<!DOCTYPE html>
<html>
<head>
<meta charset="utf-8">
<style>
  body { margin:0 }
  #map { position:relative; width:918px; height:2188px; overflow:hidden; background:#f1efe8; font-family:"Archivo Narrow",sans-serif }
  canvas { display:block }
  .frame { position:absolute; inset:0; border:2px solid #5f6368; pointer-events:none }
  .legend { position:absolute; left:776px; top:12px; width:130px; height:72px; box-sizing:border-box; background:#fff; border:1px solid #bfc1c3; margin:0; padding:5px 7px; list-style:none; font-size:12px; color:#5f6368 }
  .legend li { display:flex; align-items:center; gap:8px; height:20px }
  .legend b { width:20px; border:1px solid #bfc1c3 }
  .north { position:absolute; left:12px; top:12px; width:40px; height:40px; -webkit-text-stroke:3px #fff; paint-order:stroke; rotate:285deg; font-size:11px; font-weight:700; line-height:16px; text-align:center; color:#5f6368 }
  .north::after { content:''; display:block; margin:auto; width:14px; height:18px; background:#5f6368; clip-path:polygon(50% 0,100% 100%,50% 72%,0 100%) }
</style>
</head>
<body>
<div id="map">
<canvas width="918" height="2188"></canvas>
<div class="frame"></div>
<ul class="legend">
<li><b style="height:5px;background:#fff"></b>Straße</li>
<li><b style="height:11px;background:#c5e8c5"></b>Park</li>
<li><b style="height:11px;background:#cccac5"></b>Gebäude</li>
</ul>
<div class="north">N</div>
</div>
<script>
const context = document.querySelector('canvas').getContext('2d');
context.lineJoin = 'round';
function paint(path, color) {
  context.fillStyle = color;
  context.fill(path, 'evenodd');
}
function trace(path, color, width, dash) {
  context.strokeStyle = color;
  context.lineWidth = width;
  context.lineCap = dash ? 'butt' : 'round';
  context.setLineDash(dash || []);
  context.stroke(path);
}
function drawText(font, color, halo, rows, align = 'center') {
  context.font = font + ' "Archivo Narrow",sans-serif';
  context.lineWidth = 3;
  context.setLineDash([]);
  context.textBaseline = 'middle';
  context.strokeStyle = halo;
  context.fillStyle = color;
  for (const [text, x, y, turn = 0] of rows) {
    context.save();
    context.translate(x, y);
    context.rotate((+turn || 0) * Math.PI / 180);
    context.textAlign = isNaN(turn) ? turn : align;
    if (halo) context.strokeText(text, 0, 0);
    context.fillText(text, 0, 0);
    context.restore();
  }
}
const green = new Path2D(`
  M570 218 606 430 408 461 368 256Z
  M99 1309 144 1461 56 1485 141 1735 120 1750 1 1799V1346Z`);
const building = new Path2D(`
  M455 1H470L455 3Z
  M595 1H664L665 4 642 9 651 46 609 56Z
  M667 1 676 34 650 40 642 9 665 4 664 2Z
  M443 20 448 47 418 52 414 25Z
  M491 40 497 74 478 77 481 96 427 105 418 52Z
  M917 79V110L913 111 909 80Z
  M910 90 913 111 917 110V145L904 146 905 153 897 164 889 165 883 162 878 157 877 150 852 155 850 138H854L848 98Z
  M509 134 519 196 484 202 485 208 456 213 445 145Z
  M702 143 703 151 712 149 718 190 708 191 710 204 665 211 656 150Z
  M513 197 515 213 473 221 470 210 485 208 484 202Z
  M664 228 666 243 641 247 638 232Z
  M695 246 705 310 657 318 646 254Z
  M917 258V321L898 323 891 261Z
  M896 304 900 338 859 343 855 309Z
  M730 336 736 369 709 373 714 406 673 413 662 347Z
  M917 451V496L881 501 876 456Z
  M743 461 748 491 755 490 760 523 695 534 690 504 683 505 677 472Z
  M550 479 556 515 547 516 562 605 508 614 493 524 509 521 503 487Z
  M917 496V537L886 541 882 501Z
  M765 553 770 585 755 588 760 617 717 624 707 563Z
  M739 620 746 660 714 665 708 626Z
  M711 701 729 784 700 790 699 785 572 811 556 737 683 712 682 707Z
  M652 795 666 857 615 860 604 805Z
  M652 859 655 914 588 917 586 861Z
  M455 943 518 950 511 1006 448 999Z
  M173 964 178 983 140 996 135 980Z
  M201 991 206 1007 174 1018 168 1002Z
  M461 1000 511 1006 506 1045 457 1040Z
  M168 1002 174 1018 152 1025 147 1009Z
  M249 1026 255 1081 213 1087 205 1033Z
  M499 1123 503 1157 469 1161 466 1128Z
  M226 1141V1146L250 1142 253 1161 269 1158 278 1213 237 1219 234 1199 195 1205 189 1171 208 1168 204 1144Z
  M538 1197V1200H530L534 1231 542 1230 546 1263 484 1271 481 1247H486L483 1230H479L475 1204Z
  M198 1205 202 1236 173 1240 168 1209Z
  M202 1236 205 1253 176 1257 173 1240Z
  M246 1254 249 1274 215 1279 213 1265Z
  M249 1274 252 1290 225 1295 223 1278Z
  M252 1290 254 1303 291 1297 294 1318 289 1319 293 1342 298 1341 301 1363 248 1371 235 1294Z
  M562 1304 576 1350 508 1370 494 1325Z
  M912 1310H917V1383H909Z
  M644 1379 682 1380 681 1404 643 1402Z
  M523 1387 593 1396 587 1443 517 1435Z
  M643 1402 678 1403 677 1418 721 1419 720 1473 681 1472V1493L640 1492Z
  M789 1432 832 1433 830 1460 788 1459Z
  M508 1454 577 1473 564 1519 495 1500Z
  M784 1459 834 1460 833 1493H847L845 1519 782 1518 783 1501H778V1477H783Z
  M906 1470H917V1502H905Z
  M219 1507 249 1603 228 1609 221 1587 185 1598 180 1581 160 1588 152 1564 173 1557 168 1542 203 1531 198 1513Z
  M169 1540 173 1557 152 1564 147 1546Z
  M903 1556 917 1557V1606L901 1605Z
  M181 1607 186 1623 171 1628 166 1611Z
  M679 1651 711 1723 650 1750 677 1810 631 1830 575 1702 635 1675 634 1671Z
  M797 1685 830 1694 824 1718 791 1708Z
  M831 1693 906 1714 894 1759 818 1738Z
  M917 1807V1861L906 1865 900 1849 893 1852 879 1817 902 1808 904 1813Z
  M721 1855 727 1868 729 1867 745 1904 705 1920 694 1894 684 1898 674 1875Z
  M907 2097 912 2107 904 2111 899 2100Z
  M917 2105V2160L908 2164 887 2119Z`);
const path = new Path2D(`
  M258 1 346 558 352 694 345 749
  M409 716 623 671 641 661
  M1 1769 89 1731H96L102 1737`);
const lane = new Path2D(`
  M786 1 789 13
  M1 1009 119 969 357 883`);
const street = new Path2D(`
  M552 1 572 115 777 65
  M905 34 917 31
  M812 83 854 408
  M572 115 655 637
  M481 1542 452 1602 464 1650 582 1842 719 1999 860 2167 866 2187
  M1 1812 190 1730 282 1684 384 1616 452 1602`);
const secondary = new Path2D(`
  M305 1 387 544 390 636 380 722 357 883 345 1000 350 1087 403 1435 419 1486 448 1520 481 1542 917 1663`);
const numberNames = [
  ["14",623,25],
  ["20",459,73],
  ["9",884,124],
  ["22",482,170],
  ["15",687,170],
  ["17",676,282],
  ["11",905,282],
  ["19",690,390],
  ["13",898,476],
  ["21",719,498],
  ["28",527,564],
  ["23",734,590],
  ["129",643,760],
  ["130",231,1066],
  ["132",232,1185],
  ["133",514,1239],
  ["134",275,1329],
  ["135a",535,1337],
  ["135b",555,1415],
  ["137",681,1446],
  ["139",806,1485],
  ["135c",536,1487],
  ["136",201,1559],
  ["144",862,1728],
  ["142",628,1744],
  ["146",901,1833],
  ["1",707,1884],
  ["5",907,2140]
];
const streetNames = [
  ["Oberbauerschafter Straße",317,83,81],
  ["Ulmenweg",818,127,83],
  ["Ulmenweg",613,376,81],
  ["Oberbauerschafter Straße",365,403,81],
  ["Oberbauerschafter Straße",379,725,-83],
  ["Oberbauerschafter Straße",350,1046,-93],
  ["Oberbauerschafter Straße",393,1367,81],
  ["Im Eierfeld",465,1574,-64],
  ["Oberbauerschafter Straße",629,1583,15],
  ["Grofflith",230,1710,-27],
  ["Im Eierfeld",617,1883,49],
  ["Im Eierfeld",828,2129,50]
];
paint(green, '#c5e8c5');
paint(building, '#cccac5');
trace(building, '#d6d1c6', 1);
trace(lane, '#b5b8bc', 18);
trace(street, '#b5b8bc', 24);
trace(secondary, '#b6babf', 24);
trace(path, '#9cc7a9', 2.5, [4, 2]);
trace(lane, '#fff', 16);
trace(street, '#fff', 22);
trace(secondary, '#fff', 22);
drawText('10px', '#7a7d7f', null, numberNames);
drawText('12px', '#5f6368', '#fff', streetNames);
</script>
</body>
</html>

...

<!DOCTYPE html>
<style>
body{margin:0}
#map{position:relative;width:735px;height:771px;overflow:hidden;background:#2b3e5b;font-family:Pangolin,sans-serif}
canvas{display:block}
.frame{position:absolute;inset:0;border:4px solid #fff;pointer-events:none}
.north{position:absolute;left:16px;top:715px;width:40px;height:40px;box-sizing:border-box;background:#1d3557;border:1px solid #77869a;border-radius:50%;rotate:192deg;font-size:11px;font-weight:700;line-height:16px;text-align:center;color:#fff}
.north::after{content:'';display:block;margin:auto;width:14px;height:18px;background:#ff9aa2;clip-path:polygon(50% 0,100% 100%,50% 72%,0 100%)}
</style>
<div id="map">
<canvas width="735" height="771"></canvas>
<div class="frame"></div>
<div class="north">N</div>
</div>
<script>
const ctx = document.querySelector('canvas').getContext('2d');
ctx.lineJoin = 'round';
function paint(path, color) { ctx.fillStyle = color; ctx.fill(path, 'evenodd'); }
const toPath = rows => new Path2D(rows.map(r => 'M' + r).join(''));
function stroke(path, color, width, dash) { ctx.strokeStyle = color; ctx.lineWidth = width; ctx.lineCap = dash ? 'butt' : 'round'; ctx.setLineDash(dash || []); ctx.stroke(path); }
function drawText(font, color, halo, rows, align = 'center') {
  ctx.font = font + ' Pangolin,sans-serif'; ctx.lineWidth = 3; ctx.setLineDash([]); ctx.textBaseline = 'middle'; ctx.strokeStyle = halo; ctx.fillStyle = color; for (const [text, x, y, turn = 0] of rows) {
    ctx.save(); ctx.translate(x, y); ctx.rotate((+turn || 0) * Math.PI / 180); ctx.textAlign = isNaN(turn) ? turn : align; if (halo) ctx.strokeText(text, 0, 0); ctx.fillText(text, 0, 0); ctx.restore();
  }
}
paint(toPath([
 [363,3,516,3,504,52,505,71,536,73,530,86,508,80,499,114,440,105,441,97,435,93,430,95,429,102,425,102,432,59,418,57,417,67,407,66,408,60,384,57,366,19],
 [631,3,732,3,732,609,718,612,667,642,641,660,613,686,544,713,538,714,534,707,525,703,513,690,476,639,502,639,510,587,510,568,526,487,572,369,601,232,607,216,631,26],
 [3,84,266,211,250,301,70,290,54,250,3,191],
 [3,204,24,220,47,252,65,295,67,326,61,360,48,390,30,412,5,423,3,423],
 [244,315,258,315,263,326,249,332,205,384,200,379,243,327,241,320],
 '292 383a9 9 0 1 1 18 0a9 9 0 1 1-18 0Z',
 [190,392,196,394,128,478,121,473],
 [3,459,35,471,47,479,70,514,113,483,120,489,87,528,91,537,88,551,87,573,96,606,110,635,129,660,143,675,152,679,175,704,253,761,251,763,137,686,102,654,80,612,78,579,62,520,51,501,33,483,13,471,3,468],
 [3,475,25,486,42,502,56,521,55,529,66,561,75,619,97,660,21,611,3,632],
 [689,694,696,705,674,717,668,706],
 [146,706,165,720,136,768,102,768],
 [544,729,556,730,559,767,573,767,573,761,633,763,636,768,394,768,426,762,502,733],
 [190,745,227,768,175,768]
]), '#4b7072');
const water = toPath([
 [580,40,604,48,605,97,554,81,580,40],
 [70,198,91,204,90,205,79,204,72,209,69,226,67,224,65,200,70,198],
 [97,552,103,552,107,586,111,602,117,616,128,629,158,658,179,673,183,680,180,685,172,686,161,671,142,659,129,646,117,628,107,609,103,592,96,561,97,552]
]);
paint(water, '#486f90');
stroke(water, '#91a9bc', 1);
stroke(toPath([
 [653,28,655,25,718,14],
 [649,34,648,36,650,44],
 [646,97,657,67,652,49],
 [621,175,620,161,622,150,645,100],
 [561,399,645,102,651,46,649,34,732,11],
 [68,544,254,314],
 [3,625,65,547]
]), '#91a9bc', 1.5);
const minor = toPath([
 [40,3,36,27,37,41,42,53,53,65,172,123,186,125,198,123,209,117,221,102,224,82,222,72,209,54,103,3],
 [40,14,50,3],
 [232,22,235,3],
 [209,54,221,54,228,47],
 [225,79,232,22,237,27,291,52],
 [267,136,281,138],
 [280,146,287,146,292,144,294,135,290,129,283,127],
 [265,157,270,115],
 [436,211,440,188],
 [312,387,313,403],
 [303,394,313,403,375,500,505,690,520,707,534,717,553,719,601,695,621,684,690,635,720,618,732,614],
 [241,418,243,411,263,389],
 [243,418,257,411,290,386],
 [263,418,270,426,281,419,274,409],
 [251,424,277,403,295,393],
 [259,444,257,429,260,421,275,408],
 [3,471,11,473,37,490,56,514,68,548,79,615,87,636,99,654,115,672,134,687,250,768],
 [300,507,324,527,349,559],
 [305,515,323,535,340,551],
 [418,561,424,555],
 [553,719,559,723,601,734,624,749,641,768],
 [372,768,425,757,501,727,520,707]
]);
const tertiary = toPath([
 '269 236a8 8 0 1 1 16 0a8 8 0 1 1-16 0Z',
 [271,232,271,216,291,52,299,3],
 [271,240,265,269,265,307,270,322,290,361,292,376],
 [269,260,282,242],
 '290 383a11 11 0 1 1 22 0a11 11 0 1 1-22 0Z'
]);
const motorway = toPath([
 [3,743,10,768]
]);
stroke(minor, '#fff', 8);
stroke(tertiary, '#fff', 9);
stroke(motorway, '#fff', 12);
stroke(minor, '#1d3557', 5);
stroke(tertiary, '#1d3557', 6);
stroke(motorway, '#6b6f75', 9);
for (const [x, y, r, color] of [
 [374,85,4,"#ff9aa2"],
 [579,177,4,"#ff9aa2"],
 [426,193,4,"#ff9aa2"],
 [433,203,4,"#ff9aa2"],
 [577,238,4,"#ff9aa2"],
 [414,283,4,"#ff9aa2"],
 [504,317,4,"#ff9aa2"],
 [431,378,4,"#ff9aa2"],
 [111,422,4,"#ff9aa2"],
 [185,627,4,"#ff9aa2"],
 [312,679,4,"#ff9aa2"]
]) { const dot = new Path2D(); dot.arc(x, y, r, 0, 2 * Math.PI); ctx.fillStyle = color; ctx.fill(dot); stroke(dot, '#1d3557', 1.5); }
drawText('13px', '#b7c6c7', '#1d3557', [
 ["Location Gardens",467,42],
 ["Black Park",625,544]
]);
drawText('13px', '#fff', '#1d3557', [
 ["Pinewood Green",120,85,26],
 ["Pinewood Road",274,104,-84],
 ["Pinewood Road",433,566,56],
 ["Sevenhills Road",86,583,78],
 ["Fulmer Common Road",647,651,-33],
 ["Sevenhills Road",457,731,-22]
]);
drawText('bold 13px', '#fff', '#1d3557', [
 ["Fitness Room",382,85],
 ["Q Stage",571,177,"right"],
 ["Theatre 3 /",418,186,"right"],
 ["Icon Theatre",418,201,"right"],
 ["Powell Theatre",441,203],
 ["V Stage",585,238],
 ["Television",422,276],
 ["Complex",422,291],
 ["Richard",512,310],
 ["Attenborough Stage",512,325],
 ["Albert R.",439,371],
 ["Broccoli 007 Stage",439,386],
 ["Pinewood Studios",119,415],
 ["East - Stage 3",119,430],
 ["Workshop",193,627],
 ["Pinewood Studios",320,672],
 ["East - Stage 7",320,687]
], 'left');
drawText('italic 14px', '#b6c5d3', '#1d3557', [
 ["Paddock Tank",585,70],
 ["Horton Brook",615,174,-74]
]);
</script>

# What to do
Lines of the material in which the word "getContext" occurs are to be copied out.

# Task answer
const context = document.querySelector('canvas').getContext('2d');
const ctx = document.querySelector('canvas').getContext('2d');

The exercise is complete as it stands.